飛が攻め駒になるのと、25桂や25金と使うことができます。中盤ならばとても良い手です。
76歩同銀77歩68金(77同金には88銀)59銀

51角42桂34香22玉44飛43歩33金

という難しい寄せ合いです。
○ 他には68玉85桂

の交換を入れておくと受けやすくなっているかもしれません。銀は逃げないで桂をもらって攻めに役立てる感じです。97と から早逃げしているわけです。
☆ まとめ
まだ攻め駒が4枚になっていないと、寄せの前段階だと言えるのですが、相手玉が薄くなっていたり、攻め合いで駒の入手が期待できるとか、やむを得ずの寄せ合いだという場合もあるでしょう。そういう時は
寄せのセオリーを準用します。
まだ寄せではない、と36金として攻め駒を増やしておく、あるいは26歩とか45歩とか、「力をためる」と表現されますが、攻め駒を増やしておくというのは終盤の入り口ならば好手です。
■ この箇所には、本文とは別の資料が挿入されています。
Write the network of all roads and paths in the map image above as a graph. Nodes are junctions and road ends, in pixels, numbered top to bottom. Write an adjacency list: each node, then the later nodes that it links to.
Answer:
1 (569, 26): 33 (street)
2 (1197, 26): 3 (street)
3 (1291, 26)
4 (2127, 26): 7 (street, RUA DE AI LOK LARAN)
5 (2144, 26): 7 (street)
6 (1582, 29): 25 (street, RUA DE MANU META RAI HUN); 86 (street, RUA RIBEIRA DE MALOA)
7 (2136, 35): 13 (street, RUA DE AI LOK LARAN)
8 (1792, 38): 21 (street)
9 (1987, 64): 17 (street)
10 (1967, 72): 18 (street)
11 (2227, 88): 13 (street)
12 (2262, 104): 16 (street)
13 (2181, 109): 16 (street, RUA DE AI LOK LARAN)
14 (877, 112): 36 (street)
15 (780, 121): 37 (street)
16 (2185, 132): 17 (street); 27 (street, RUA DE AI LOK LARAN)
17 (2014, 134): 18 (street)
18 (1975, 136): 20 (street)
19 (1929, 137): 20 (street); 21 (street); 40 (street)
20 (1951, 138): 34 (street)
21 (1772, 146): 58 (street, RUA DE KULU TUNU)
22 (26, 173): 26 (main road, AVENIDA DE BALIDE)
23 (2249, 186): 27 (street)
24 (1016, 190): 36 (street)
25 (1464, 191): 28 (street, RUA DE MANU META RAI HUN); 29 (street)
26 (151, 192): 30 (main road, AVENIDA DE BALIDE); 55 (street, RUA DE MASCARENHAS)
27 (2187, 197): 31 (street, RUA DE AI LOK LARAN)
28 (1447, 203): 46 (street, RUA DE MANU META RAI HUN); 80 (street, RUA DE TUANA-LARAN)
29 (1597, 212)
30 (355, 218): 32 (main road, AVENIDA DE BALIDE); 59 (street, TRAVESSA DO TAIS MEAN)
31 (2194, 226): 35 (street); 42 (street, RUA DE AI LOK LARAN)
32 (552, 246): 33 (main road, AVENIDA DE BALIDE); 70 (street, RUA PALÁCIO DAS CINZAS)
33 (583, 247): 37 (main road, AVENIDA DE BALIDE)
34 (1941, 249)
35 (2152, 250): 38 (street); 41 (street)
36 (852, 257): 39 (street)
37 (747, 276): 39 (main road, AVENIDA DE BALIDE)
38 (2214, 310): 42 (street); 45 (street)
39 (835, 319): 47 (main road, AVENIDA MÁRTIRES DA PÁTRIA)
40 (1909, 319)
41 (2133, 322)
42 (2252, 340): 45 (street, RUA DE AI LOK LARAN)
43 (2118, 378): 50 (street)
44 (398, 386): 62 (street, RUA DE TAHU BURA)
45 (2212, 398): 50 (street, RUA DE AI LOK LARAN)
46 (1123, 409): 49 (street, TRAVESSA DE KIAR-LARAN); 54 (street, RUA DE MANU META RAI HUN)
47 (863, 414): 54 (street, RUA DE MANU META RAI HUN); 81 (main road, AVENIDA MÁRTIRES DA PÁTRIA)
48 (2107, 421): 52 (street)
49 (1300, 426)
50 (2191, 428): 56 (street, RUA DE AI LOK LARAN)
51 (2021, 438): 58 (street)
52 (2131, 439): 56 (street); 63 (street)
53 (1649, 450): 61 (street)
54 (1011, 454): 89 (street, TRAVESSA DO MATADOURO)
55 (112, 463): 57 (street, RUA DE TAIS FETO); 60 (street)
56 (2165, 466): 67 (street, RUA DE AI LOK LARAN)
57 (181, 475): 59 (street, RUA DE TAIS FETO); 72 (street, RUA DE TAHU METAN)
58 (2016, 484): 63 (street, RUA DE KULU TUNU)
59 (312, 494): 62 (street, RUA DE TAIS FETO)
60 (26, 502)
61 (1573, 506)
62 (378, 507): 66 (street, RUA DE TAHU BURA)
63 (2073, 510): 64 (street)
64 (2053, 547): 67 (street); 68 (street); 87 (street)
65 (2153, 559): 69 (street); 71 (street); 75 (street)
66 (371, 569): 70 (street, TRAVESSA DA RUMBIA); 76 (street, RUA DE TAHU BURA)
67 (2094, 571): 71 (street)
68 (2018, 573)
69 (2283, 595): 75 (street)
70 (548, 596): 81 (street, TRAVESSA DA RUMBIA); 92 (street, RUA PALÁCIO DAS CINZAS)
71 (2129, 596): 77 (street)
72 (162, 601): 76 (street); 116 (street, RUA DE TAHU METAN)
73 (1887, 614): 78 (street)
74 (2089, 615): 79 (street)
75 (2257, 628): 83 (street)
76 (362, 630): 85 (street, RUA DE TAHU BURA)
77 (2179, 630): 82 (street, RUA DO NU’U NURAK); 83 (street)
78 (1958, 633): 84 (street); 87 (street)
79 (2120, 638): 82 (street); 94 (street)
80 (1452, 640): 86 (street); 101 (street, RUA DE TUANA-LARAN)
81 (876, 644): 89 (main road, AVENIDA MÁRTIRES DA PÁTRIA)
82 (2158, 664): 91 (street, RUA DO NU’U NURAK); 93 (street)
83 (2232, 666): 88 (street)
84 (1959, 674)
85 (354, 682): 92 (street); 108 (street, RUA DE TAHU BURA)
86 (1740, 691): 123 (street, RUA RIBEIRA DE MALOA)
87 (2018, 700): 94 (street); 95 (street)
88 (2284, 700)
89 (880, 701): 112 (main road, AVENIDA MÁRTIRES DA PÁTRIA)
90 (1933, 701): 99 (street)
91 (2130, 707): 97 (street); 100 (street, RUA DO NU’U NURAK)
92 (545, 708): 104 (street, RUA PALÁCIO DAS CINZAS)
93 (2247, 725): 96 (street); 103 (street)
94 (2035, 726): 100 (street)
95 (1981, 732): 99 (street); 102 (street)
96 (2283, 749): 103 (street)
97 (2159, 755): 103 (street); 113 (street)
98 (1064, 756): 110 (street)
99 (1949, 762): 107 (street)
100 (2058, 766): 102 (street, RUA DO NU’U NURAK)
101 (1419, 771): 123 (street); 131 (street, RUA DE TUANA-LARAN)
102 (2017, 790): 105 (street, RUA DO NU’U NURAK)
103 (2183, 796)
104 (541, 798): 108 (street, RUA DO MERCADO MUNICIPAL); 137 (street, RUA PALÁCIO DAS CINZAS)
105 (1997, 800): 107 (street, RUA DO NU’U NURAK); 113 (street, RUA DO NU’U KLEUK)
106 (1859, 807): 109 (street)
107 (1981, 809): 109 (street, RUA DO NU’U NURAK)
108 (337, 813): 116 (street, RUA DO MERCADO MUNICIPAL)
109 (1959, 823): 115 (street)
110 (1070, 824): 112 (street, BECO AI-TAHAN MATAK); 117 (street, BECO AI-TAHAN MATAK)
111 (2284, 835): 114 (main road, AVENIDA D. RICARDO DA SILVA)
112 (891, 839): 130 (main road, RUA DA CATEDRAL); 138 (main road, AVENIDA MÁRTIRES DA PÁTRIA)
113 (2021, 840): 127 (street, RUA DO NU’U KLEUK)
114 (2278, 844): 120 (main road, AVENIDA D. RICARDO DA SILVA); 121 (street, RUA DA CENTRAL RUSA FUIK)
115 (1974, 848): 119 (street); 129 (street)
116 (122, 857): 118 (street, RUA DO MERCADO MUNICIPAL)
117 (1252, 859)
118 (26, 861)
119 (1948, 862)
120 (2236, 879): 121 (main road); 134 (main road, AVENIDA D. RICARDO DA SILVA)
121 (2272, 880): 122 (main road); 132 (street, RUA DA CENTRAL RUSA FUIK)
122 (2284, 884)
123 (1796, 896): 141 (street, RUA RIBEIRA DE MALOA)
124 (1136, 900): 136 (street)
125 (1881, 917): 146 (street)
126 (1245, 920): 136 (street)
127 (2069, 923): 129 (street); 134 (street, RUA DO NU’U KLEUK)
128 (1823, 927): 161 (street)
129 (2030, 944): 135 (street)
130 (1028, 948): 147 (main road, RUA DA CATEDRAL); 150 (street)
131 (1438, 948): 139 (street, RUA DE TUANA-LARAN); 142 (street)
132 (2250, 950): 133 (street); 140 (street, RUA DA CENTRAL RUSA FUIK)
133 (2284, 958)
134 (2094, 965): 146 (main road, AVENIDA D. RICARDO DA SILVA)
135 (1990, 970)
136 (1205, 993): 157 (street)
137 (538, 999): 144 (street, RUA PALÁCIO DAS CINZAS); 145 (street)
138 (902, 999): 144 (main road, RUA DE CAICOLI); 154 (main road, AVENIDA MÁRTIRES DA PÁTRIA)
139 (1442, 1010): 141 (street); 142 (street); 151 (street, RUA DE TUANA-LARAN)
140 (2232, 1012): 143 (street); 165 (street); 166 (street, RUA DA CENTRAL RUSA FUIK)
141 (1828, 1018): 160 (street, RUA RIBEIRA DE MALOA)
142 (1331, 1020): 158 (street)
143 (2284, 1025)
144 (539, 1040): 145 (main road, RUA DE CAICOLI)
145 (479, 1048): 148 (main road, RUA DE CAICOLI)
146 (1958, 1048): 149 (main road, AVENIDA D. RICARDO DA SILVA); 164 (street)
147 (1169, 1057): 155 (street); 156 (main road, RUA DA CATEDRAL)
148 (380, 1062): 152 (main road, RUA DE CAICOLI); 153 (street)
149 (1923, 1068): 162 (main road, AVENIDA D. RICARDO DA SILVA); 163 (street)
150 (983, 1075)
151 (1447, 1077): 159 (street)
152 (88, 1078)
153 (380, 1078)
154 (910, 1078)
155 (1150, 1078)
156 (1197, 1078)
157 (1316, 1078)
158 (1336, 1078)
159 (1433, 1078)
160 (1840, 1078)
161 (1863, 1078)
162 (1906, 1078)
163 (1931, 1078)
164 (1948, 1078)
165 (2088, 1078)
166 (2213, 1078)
もっと進んで終盤も終わりにさしかかる(寄せの段階に入る)と少し甘い手になります。
先に厳しい手を指しておいて、後手玉を弱体化させたところで4枚目の攻め駒を作るほうが実戦的かもしれません。(後手玉が極端に薄くなれば3枚でも寄せきれる可能性はありますし。)
歩を使った攻めは遅く
香を使うなら34香が一番。
金を使う34金は思考の優先度は下がりますが、42玉に(43歩52玉を決めて)44金と使うことができます。すると37桂が跳ねられる仕組みです。
角を使うなら51角から考えます。合駒は取れそう(4枚目の攻め駒になるかも)ですが。43玉の後が見えていないと失敗します。
これらが厳しい手ですが、厳しい手は息切れしてしまうことがあります。そういう時は少し緩めて
36香や26香
25金
31角
などを考えるのですが、あくまで厳しい手がうまくいかないときだけです。